_WORK ITEM_
Go through the data and copy every line exactly, but not the images.

_EXTRACTED RECORDS_
· · · · · · ·

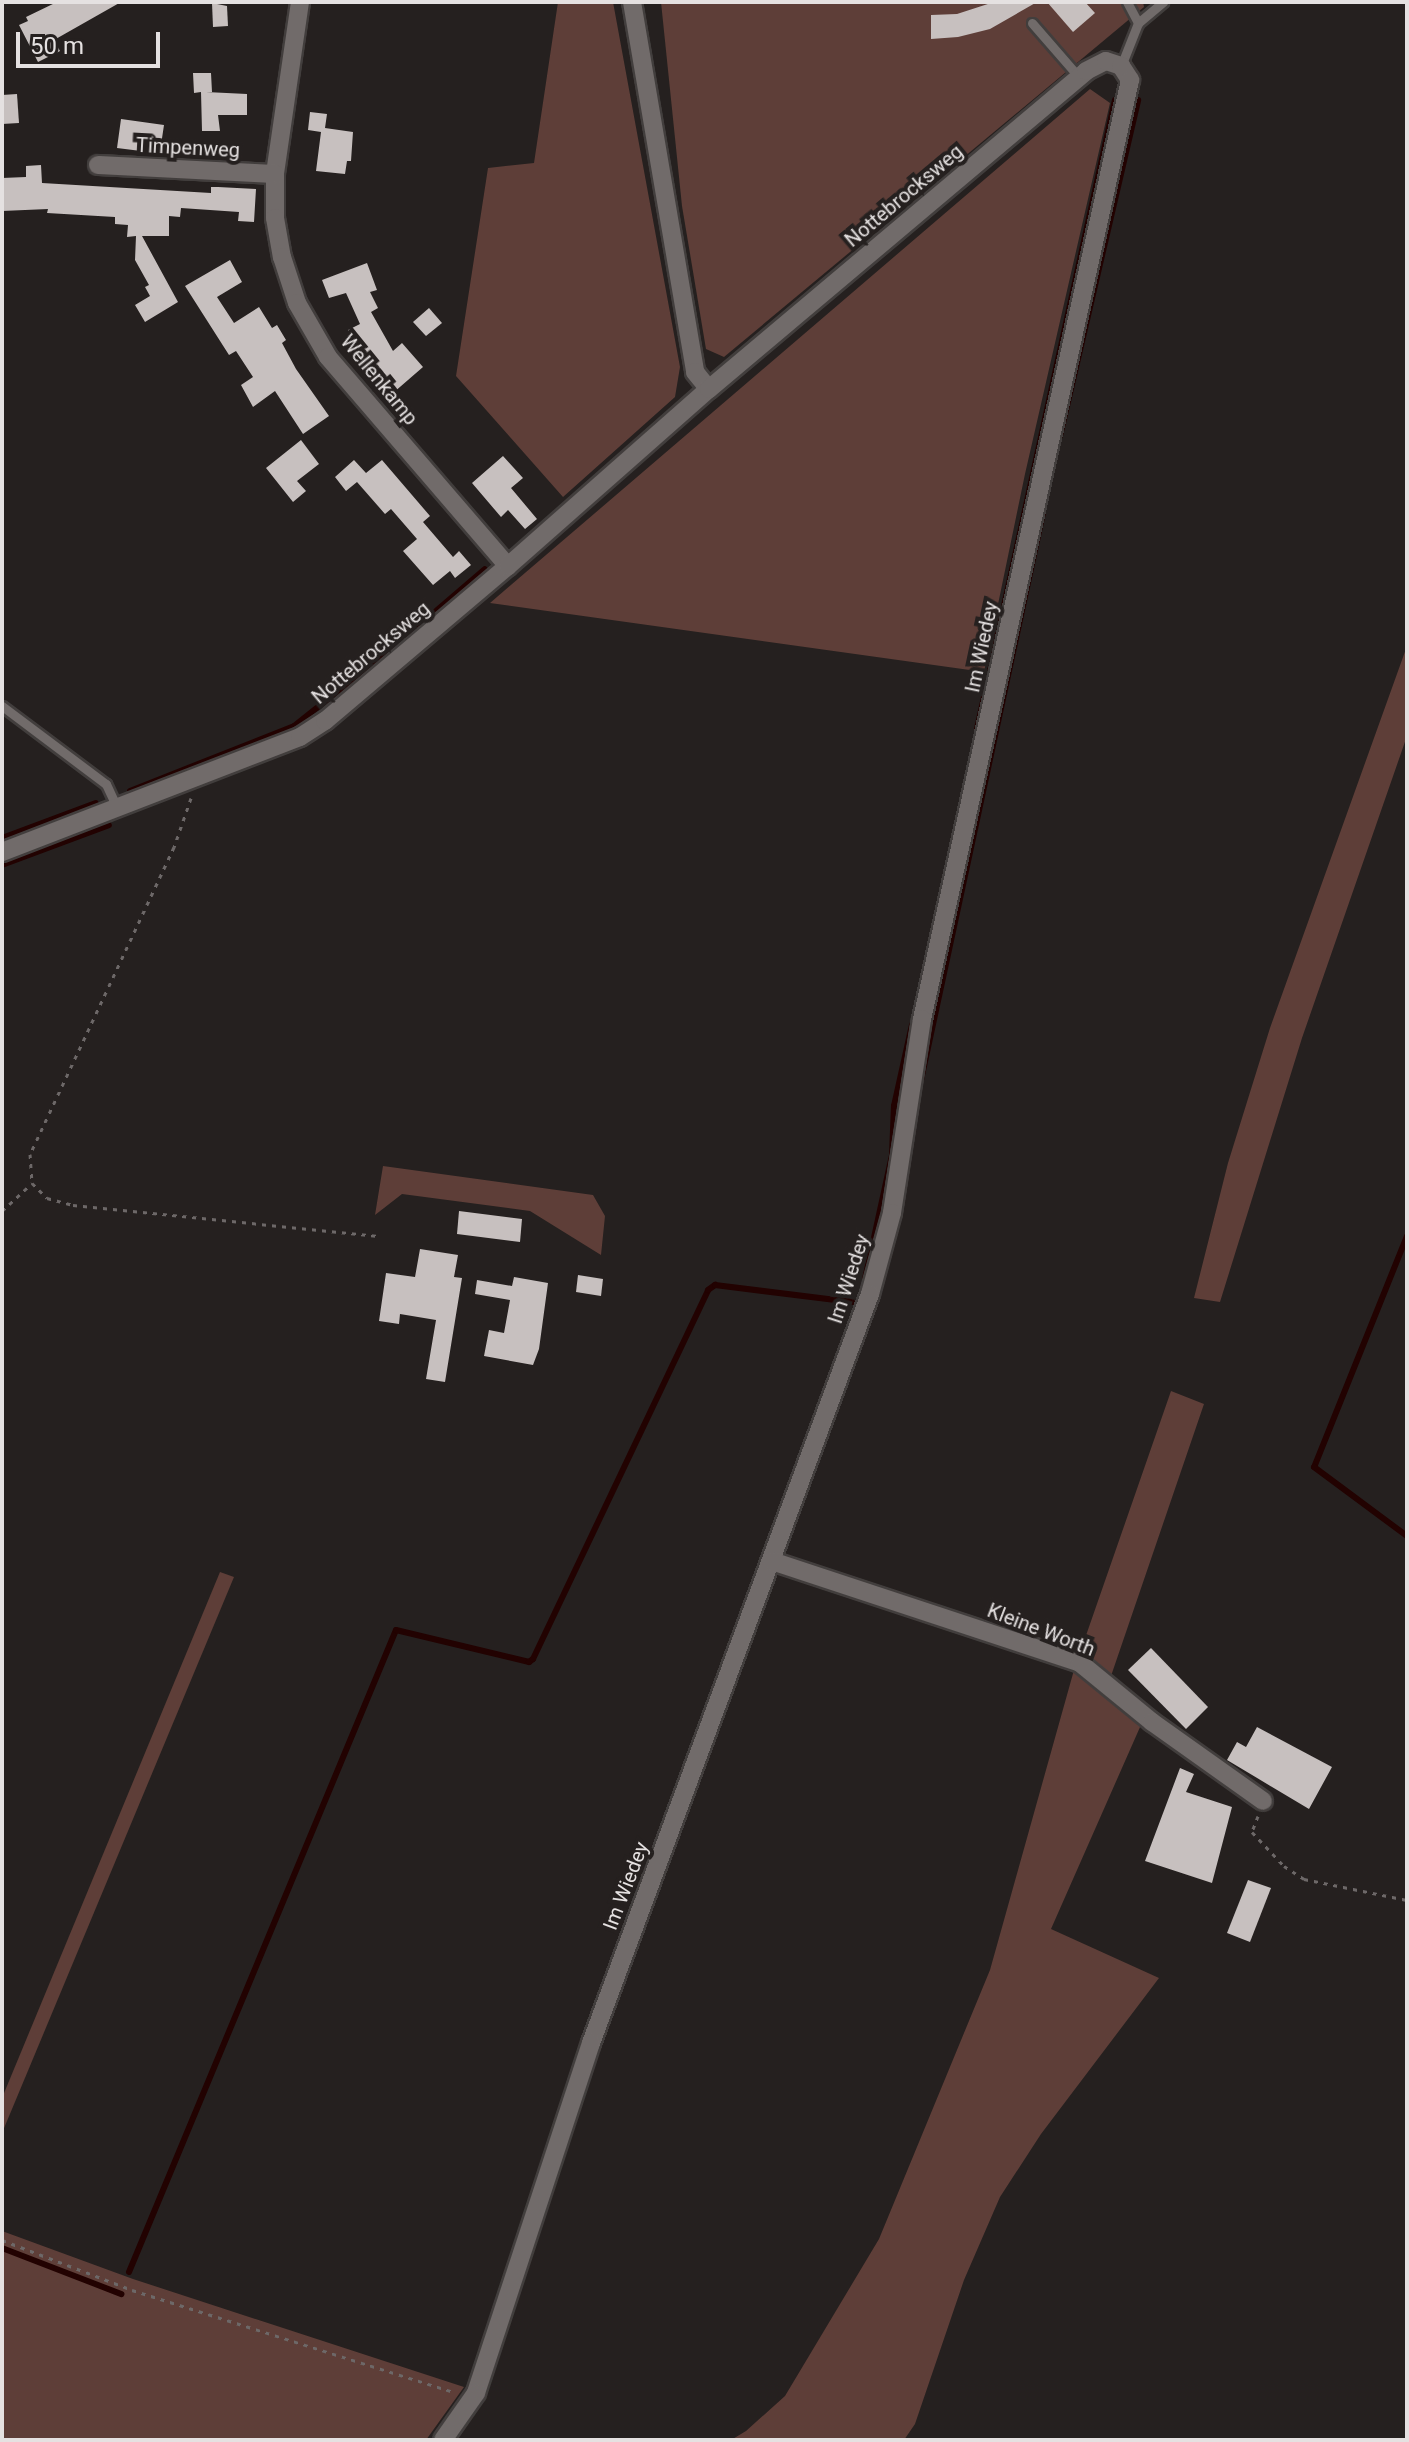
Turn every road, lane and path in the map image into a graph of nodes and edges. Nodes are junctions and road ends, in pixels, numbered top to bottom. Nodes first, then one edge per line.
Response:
1 (300, 2) edge
2 (632, 2) edge
3 (1127, 2) edge
4 (1163, 2) edge
5 (1032, 23) dead end
6 (1138, 23) junction
7 (1126, 73) junction
8 (1079, 77) junction
9 (98, 165) dead end
10 (275, 174) junction
11 (709, 389) junction
12 (508, 566) junction
13 (2, 706) edge
14 (186, 783) junction
15 (117, 808) junction
16 (2, 852) edge
17 (32, 1183) junction
18 (2, 1211) edge
19 (378, 1236) dead end
20 (772, 1561) junction
21 (1263, 1801) joint
22 (1407, 1900) edge
23 (2, 2240) edge
24 (472, 2399) junction
25 (443, 2440) edge

1 - 10 street, Wellenkamp
2 - 11 street
3 - 6 lane
4 - 6 lane
5 - 8 lane
6 - 7 lane
7 - 8 street, Nottebrocksweg
7 - 20 street, Im Wiedey
8 - 11 street, Nottebrocksweg
9 - 10 street, Timpenweg
10 - 12 street, Wellenkamp
11 - 12 street, Nottebrocksweg
12 - 14 street, Nottebrocksweg
13 - 15 lane
14 - 15 street, Nottebrocksweg
14 - 17 path
15 - 16 street, Nottebrocksweg
17 - 18 path
17 - 19 path
20 - 21 street, Kleine Worth
20 - 24 street, Im Wiedey
21 - 22 path
23 - 24 path
24 - 25 street, Im Wiedey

· · · · · · ·

_RESULT OF THE EXERCISE_
Turn every road, lane and path in the map image into a graph of nodes and edges. Nodes are junctions and road ends, in pixels, numbered top to bottom. Nodes first, then one edge per line.
Response:
1 (300, 2) edge
2 (632, 2) edge
3 (1127, 2) edge
4 (1163, 2) edge
5 (1032, 23) dead end
6 (1138, 23) junction
7 (1126, 73) junction
8 (1079, 77) junction
9 (98, 165) dead end
10 (275, 174) junction
11 (709, 389) junction
12 (508, 566) junction
13 (2, 706) edge
14 (186, 783) junction
15 (117, 808) junction
16 (2, 852) edge
17 (32, 1183) junction
18 (2, 1211) edge
19 (378, 1236) dead end
20 (772, 1561) junction
21 (1263, 1801) joint
22 (1407, 1900) edge
23 (2, 2240) edge
24 (472, 2399) junction
25 (443, 2440) edge

1 - 10 street, Wellenkamp
2 - 11 street
3 - 6 lane
4 - 6 lane
5 - 8 lane
6 - 7 lane
7 - 8 street, Nottebrocksweg
7 - 20 street, Im Wiedey
8 - 11 street, Nottebrocksweg
9 - 10 street, Timpenweg
10 - 12 street, Wellenkamp
11 - 12 street, Nottebrocksweg
12 - 14 street, Nottebrocksweg
13 - 15 lane
14 - 15 street, Nottebrocksweg
14 - 17 path
15 - 16 street, Nottebrocksweg
17 - 18 path
17 - 19 path
20 - 21 street, Kleine Worth
20 - 24 street, Im Wiedey
21 - 22 path
23 - 24 path
24 - 25 street, Im Wiedey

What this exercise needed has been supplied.